WHAT THIS TASK INVOLVES → Return the lines of the data below in which the string "Brunnshögsgatan" occurs.

[Saved data entries]
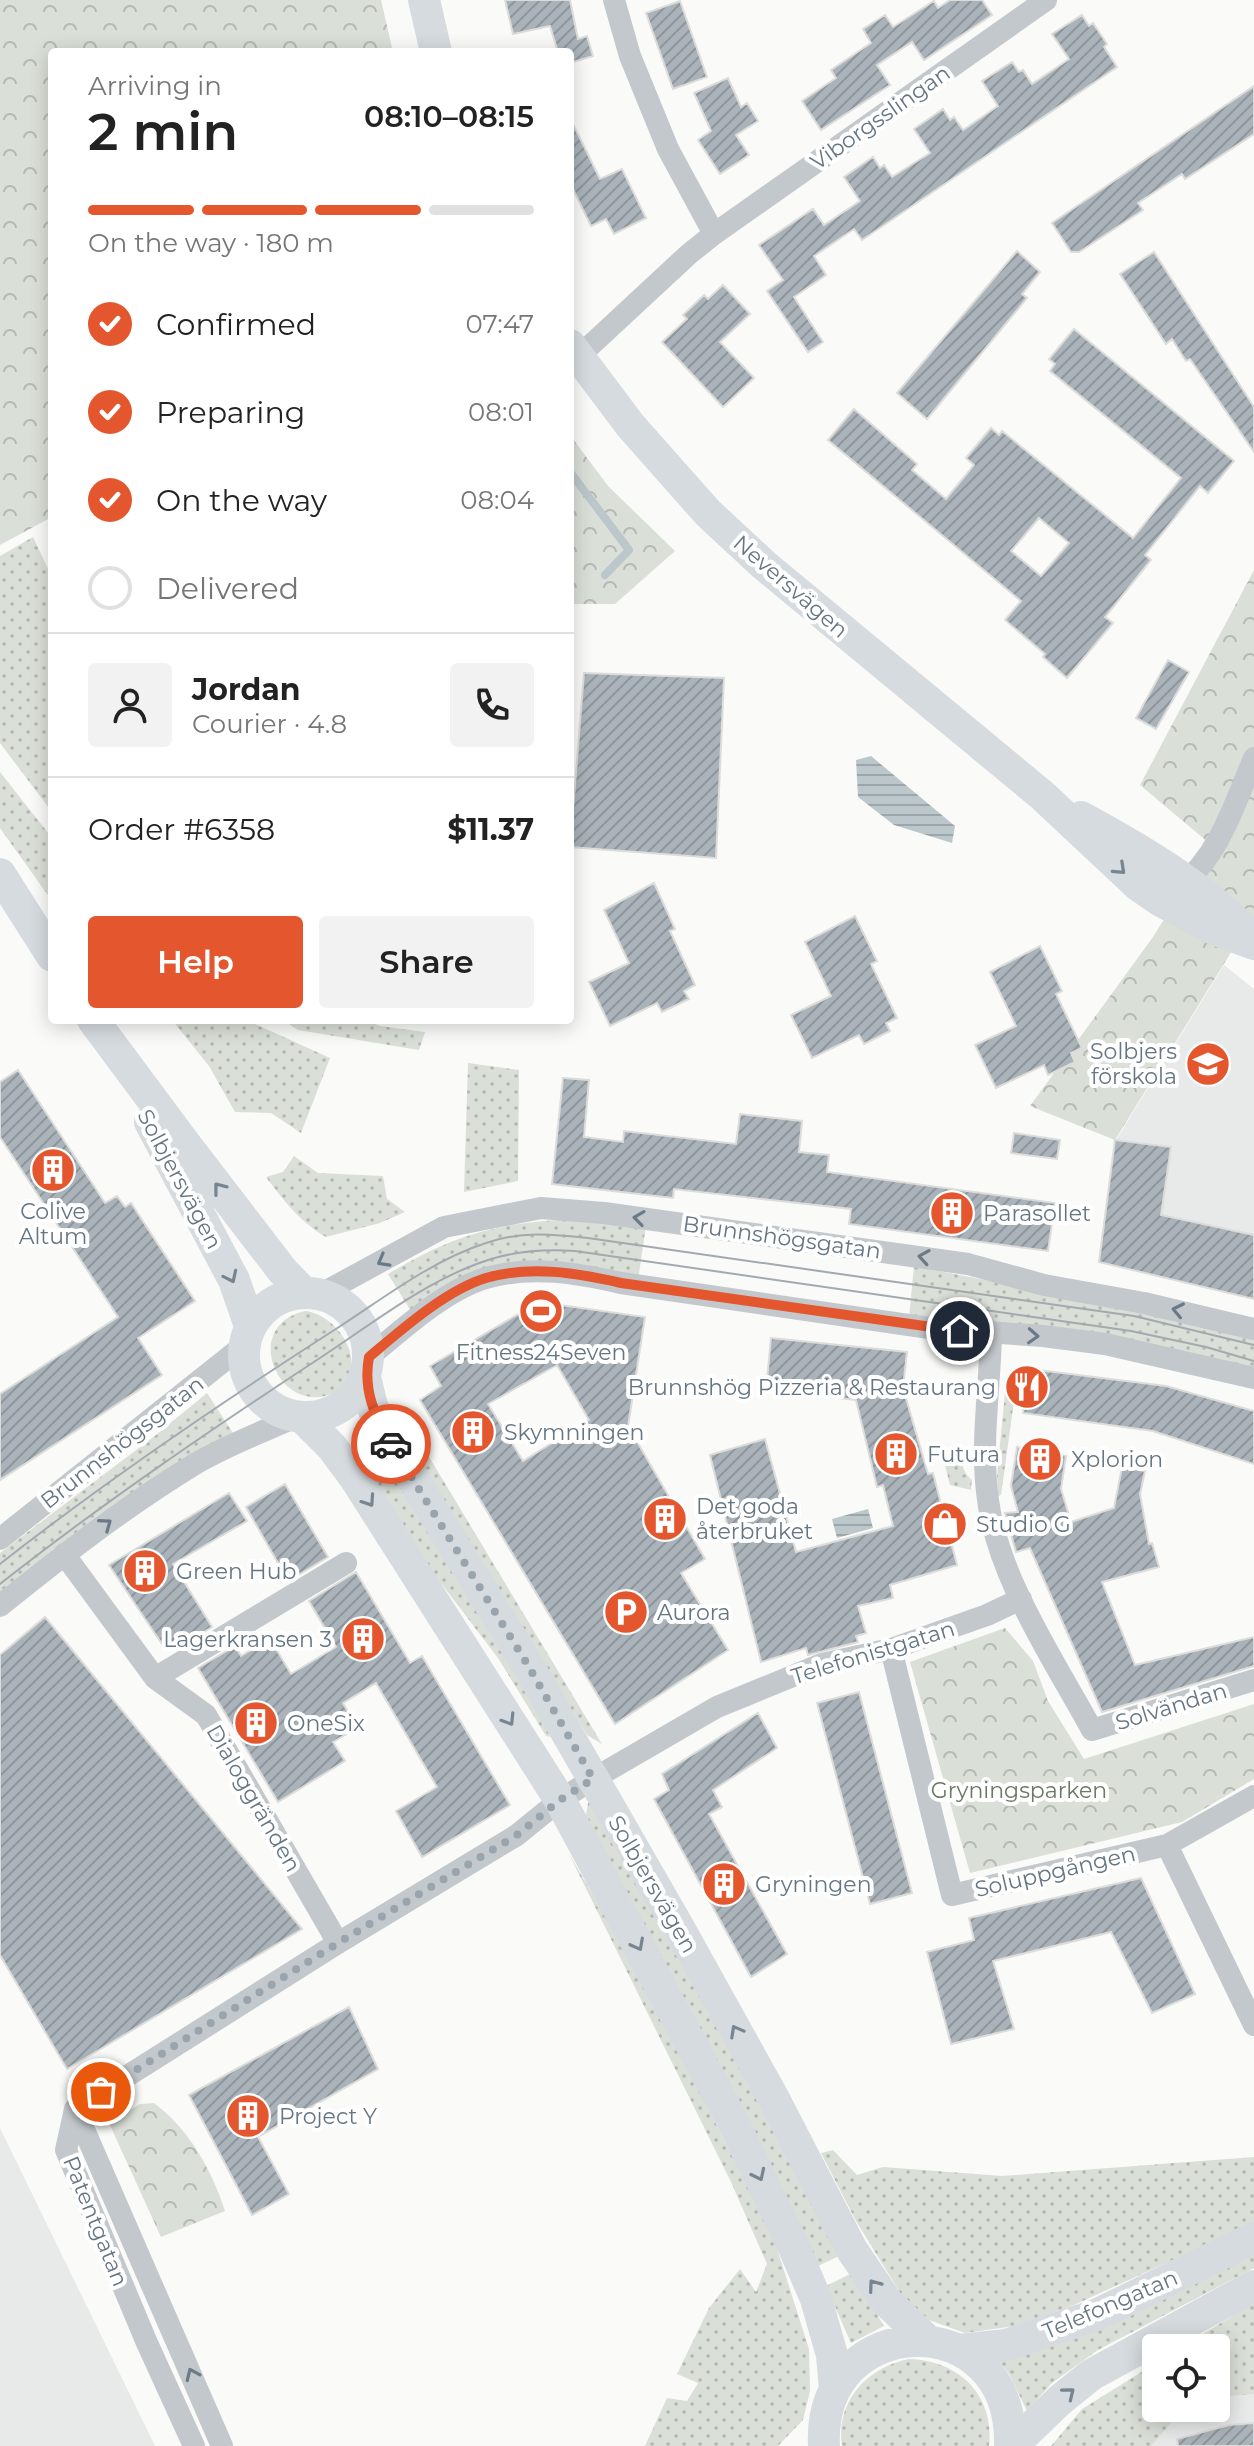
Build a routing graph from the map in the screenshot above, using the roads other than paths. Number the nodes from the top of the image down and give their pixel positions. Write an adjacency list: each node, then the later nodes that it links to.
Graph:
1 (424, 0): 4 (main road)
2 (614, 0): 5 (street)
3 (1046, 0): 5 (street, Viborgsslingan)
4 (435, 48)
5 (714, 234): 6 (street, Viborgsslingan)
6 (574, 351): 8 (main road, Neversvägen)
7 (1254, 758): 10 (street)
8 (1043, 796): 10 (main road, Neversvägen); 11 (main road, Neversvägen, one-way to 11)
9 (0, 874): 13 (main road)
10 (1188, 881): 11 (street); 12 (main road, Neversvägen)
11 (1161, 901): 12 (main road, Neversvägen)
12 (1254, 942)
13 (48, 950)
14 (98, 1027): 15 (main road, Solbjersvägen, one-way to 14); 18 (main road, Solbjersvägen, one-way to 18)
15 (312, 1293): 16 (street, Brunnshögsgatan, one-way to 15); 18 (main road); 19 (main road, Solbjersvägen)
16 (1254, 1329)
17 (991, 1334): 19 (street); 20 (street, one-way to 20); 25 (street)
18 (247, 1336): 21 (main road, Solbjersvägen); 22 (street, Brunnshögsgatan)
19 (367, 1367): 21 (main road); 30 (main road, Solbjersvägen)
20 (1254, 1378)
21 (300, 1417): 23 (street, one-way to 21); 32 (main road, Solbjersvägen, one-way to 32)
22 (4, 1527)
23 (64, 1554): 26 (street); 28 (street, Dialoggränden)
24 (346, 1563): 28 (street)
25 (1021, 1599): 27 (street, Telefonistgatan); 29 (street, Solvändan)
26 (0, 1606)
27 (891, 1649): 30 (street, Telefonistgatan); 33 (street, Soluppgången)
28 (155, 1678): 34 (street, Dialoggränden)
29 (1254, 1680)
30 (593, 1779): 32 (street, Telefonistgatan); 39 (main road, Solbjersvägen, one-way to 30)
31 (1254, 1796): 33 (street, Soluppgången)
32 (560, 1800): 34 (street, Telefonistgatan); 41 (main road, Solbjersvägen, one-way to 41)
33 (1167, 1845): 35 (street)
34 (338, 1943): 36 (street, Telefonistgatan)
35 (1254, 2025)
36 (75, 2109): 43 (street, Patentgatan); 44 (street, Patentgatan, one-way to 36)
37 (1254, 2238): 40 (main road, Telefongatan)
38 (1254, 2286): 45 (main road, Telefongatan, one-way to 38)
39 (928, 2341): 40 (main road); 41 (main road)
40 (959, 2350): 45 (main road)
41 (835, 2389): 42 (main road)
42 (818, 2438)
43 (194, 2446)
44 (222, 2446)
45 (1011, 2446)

OUTPUT BELOW →
15 (312, 1293): 16 (street, Brunnshögsgatan, one-way to 15); 18 (main road); 19 (main road, Solbjersvägen)
18 (247, 1336): 21 (main road, Solbjersvägen); 22 (street, Brunnshögsgatan)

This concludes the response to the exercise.